■ TASK DIRECTIONS ■
Each record is to be given again without alteration.

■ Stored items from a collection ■
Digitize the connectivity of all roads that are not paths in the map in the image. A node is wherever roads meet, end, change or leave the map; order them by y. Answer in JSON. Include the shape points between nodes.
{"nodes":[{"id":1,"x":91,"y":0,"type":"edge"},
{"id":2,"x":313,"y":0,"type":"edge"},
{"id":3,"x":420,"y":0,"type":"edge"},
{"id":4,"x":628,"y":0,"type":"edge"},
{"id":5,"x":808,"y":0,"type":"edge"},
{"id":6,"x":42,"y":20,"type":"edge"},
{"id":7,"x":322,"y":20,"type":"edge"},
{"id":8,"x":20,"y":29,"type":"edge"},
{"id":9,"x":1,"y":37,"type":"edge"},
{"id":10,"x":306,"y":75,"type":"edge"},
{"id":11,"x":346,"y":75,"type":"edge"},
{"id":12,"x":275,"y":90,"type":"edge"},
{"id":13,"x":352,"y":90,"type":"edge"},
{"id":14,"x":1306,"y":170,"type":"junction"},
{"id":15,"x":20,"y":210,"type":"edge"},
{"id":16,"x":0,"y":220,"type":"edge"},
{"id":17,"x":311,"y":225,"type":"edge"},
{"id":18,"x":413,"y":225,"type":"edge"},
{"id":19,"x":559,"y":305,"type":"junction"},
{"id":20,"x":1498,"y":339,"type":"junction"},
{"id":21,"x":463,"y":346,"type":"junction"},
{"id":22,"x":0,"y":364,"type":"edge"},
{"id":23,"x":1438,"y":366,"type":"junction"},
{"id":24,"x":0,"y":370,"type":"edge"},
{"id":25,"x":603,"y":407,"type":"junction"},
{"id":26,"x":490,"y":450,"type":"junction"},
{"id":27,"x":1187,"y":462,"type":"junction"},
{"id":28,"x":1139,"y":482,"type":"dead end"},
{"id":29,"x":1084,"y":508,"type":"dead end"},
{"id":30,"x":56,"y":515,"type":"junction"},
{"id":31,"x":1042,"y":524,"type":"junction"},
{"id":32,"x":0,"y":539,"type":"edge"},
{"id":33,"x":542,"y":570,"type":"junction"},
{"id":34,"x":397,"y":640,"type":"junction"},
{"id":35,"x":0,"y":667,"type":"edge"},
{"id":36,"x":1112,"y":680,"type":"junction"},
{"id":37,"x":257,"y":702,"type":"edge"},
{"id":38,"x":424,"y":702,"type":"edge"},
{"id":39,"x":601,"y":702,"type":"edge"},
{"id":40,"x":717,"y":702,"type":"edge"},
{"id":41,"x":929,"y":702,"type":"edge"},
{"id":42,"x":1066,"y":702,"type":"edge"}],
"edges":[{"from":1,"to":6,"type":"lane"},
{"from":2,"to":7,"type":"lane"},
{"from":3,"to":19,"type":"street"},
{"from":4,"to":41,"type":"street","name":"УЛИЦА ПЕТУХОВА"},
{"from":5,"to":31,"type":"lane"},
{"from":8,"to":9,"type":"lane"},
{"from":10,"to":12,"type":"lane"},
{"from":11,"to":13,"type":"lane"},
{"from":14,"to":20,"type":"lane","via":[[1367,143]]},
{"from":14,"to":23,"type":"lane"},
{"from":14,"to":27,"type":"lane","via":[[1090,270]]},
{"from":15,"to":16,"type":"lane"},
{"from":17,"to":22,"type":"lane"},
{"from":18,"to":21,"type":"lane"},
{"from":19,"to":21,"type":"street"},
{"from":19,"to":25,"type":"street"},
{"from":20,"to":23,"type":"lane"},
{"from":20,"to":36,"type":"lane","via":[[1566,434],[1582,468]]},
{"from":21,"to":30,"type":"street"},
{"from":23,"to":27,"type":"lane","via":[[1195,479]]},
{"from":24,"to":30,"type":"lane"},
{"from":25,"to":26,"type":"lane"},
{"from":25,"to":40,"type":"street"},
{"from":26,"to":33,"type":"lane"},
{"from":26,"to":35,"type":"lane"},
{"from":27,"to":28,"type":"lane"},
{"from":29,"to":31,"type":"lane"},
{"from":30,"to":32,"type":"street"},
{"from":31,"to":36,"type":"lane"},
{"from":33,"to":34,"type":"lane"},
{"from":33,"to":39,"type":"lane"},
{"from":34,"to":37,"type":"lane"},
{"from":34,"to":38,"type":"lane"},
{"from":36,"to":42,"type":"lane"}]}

■ WRITTEN SOLUTION ■
Digitize the connectivity of all roads that are not paths in the map in the image. A node is wherever roads meet, end, change or leave the map; order them by y. Answer in JSON. Include the shape points between nodes.
{"nodes":[{"id":1,"x":91,"y":0,"type":"edge"},
{"id":2,"x":313,"y":0,"type":"edge"},
{"id":3,"x":420,"y":0,"type":"edge"},
{"id":4,"x":628,"y":0,"type":"edge"},
{"id":5,"x":808,"y":0,"type":"edge"},
{"id":6,"x":42,"y":20,"type":"edge"},
{"id":7,"x":322,"y":20,"type":"edge"},
{"id":8,"x":20,"y":29,"type":"edge"},
{"id":9,"x":1,"y":37,"type":"edge"},
{"id":10,"x":306,"y":75,"type":"edge"},
{"id":11,"x":346,"y":75,"type":"edge"},
{"id":12,"x":275,"y":90,"type":"edge"},
{"id":13,"x":352,"y":90,"type":"edge"},
{"id":14,"x":1306,"y":170,"type":"junction"},
{"id":15,"x":20,"y":210,"type":"edge"},
{"id":16,"x":0,"y":220,"type":"edge"},
{"id":17,"x":311,"y":225,"type":"edge"},
{"id":18,"x":413,"y":225,"type":"edge"},
{"id":19,"x":559,"y":305,"type":"junction"},
{"id":20,"x":1498,"y":339,"type":"junction"},
{"id":21,"x":463,"y":346,"type":"junction"},
{"id":22,"x":0,"y":364,"type":"edge"},
{"id":23,"x":1438,"y":366,"type":"junction"},
{"id":24,"x":0,"y":370,"type":"edge"},
{"id":25,"x":603,"y":407,"type":"junction"},
{"id":26,"x":490,"y":450,"type":"junction"},
{"id":27,"x":1187,"y":462,"type":"junction"},
{"id":28,"x":1139,"y":482,"type":"dead end"},
{"id":29,"x":1084,"y":508,"type":"dead end"},
{"id":30,"x":56,"y":515,"type":"junction"},
{"id":31,"x":1042,"y":524,"type":"junction"},
{"id":32,"x":0,"y":539,"type":"edge"},
{"id":33,"x":542,"y":570,"type":"junction"},
{"id":34,"x":397,"y":640,"type":"junction"},
{"id":35,"x":0,"y":667,"type":"edge"},
{"id":36,"x":1112,"y":680,"type":"junction"},
{"id":37,"x":257,"y":702,"type":"edge"},
{"id":38,"x":424,"y":702,"type":"edge"},
{"id":39,"x":601,"y":702,"type":"edge"},
{"id":40,"x":717,"y":702,"type":"edge"},
{"id":41,"x":929,"y":702,"type":"edge"},
{"id":42,"x":1066,"y":702,"type":"edge"}],
"edges":[{"from":1,"to":6,"type":"lane"},
{"from":2,"to":7,"type":"lane"},
{"from":3,"to":19,"type":"street"},
{"from":4,"to":41,"type":"street","name":"УЛИЦА ПЕТУХОВА"},
{"from":5,"to":31,"type":"lane"},
{"from":8,"to":9,"type":"lane"},
{"from":10,"to":12,"type":"lane"},
{"from":11,"to":13,"type":"lane"},
{"from":14,"to":20,"type":"lane","via":[[1367,143]]},
{"from":14,"to":23,"type":"lane"},
{"from":14,"to":27,"type":"lane","via":[[1090,270]]},
{"from":15,"to":16,"type":"lane"},
{"from":17,"to":22,"type":"lane"},
{"from":18,"to":21,"type":"lane"},
{"from":19,"to":21,"type":"street"},
{"from":19,"to":25,"type":"street"},
{"from":20,"to":23,"type":"lane"},
{"from":20,"to":36,"type":"lane","via":[[1566,434],[1582,468]]},
{"from":21,"to":30,"type":"street"},
{"from":23,"to":27,"type":"lane","via":[[1195,479]]},
{"from":24,"to":30,"type":"lane"},
{"from":25,"to":26,"type":"lane"},
{"from":25,"to":40,"type":"street"},
{"from":26,"to":33,"type":"lane"},
{"from":26,"to":35,"type":"lane"},
{"from":27,"to":28,"type":"lane"},
{"from":29,"to":31,"type":"lane"},
{"from":30,"to":32,"type":"street"},
{"from":31,"to":36,"type":"lane"},
{"from":33,"to":34,"type":"lane"},
{"from":33,"to":39,"type":"lane"},
{"from":34,"to":37,"type":"lane"},
{"from":34,"to":38,"type":"lane"},
{"from":36,"to":42,"type":"lane"}]}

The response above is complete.